[[ Study material open ]]

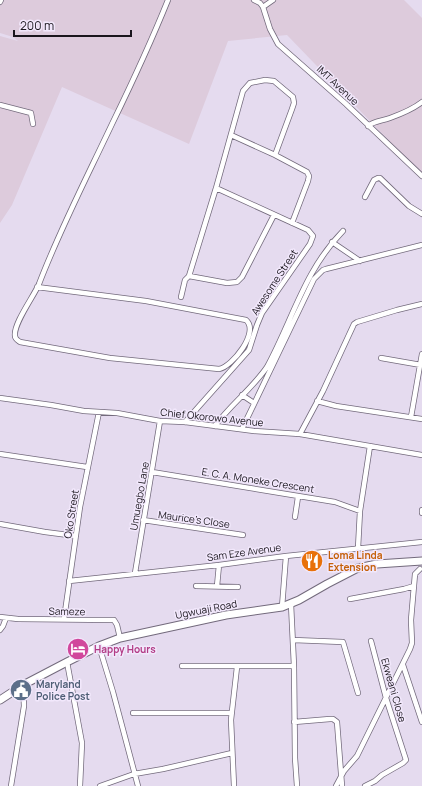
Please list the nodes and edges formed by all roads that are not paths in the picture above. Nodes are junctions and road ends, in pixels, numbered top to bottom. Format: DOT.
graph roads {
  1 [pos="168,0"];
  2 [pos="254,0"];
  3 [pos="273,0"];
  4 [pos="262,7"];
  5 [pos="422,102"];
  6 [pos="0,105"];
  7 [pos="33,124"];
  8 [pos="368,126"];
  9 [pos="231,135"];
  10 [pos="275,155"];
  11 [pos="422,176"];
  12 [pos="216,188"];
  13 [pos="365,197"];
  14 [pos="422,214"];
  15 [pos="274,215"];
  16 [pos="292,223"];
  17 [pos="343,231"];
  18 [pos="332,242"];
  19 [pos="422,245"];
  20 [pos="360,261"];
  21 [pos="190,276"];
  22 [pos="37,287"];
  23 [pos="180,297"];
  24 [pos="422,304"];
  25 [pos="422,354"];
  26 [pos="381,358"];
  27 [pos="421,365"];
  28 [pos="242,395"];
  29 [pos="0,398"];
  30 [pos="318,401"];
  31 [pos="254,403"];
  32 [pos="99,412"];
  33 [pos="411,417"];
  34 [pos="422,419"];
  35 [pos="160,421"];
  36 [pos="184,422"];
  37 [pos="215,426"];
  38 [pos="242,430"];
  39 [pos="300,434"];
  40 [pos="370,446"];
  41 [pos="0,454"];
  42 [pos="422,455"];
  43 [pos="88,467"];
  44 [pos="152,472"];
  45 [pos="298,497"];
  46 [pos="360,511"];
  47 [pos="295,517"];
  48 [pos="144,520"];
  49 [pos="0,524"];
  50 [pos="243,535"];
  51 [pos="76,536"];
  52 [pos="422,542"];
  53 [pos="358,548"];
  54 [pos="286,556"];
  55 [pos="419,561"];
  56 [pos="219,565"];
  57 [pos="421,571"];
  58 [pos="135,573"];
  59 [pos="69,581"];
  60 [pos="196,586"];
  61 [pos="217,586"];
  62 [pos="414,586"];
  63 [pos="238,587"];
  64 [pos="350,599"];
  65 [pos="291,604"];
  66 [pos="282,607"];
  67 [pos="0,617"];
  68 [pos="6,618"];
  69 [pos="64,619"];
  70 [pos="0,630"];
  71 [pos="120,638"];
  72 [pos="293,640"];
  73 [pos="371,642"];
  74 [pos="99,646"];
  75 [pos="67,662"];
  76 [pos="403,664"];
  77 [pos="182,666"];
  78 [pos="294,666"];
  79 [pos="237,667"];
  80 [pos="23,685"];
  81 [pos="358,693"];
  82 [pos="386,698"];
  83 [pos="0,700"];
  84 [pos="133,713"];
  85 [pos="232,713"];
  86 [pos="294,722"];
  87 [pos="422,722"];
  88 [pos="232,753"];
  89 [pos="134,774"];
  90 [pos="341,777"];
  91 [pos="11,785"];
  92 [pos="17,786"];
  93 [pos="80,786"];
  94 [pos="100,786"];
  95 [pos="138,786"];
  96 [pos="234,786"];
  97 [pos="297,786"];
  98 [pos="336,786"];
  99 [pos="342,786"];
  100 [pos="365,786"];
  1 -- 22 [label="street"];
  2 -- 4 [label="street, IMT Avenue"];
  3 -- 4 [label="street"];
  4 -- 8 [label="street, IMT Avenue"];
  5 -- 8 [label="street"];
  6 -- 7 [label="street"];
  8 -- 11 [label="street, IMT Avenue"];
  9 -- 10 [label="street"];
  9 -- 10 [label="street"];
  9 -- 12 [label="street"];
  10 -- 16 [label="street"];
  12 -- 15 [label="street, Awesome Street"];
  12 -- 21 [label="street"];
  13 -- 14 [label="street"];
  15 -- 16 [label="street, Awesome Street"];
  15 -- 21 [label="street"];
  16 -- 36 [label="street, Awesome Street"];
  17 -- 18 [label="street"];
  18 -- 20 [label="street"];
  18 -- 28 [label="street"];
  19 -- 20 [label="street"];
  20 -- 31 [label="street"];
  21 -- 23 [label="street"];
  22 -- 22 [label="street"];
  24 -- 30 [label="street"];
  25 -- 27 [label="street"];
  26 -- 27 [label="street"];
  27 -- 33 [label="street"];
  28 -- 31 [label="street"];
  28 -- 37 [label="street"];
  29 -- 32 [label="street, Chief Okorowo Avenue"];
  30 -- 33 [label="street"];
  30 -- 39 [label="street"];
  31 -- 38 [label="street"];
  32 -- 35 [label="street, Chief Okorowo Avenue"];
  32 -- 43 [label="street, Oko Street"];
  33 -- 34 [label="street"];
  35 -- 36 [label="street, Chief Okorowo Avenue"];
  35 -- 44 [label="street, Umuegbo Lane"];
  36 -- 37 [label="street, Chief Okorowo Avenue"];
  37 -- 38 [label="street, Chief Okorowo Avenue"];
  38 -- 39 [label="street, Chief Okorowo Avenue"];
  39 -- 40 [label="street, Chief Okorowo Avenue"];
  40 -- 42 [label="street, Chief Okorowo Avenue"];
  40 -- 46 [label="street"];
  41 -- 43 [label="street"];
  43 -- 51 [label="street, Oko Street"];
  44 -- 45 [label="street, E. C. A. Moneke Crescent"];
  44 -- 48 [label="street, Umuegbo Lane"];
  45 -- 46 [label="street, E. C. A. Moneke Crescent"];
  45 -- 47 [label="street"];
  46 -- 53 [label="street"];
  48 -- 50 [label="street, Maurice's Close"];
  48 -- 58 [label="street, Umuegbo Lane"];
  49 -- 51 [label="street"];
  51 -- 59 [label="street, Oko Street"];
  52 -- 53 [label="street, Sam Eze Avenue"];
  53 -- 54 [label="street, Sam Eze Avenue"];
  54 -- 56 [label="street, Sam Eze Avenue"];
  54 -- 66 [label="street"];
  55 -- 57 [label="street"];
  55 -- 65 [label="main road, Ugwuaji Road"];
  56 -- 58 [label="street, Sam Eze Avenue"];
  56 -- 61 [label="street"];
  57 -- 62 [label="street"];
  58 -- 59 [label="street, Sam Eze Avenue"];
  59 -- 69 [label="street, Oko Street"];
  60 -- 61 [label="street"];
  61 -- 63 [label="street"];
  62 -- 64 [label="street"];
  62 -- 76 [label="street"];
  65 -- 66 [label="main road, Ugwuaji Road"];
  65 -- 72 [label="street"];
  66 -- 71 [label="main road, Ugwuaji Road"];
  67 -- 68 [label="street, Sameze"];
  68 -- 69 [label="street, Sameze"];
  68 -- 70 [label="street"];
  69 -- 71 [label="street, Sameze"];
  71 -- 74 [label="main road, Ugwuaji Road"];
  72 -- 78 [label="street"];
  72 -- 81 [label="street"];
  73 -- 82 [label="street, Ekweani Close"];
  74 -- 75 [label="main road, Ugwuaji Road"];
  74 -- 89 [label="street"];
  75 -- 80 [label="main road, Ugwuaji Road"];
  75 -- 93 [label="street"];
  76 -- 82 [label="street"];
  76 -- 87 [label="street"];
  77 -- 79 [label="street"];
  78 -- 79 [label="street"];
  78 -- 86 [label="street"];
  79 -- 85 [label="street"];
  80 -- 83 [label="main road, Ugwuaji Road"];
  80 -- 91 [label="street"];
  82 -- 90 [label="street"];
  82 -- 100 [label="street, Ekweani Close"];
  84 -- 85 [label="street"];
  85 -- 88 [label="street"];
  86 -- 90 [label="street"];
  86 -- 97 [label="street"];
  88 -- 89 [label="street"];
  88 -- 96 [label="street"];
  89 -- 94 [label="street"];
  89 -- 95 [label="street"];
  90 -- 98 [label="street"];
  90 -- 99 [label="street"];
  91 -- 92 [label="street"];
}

[[ Study material closed ]]
[[ Study material open ]]

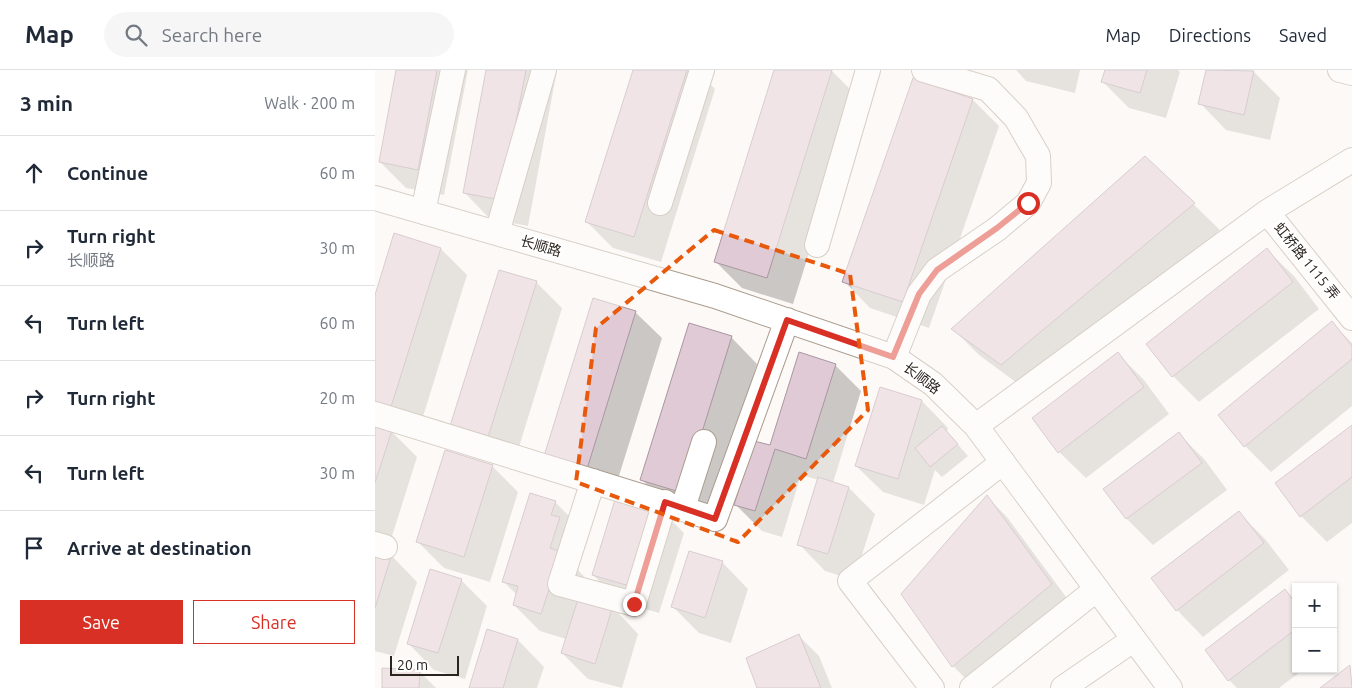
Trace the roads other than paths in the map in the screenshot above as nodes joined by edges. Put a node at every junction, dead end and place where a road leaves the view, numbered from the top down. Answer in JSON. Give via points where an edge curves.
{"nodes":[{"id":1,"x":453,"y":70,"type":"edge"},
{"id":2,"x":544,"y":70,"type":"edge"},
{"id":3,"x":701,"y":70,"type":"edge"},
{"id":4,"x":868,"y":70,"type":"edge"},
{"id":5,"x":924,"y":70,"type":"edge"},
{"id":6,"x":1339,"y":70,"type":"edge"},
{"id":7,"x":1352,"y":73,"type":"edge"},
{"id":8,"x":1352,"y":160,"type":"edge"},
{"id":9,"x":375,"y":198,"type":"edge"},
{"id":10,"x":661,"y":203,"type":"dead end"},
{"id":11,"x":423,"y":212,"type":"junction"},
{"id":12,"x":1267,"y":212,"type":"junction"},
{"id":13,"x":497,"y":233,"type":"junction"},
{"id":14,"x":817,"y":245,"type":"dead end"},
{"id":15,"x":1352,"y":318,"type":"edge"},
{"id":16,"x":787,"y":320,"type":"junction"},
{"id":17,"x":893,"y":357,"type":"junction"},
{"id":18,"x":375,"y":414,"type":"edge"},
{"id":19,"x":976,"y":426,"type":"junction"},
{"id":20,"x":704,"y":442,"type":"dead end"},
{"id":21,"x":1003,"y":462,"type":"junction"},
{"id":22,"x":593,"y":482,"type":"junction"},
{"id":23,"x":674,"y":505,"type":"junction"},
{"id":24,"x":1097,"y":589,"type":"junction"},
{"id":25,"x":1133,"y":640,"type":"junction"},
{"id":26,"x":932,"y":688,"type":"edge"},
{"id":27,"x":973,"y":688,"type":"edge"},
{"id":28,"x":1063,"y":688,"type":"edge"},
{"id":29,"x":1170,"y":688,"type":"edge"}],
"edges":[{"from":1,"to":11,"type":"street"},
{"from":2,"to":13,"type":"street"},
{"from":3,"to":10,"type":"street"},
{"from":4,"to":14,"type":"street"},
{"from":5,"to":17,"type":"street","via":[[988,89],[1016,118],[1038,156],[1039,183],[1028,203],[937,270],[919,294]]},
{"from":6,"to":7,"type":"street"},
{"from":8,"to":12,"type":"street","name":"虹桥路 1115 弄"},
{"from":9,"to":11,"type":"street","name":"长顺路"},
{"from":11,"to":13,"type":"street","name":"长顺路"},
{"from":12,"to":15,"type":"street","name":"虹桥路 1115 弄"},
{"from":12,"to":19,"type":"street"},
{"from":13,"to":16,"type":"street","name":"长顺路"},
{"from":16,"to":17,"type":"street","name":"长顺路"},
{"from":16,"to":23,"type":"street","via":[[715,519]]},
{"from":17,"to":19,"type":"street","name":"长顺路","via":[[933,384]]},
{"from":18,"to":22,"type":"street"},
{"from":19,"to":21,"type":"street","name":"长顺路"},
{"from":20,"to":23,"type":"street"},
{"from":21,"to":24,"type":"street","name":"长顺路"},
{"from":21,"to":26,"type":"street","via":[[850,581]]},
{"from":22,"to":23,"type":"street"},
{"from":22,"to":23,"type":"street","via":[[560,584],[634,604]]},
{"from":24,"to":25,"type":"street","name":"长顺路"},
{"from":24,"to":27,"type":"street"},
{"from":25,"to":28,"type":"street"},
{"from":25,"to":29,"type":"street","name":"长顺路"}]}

[[ Study material closed ]]

Exercise:
Whenever the word "roads" occurs in a line above, copy that line.

Reply to the task:
Please list the nodes and edges formed by all roads that are not paths in the picture above. Nodes are junctions and road ends, in pixels, numbered top to bottom. Format: DOT.
graph roads {
Trace the roads other than paths in the map in the screenshot above as nodes joined by edges. Put a node at every junction, dead end and place where a road leaves the view, numbered from the top down. Answer in JSON. Give via points where an edge curves.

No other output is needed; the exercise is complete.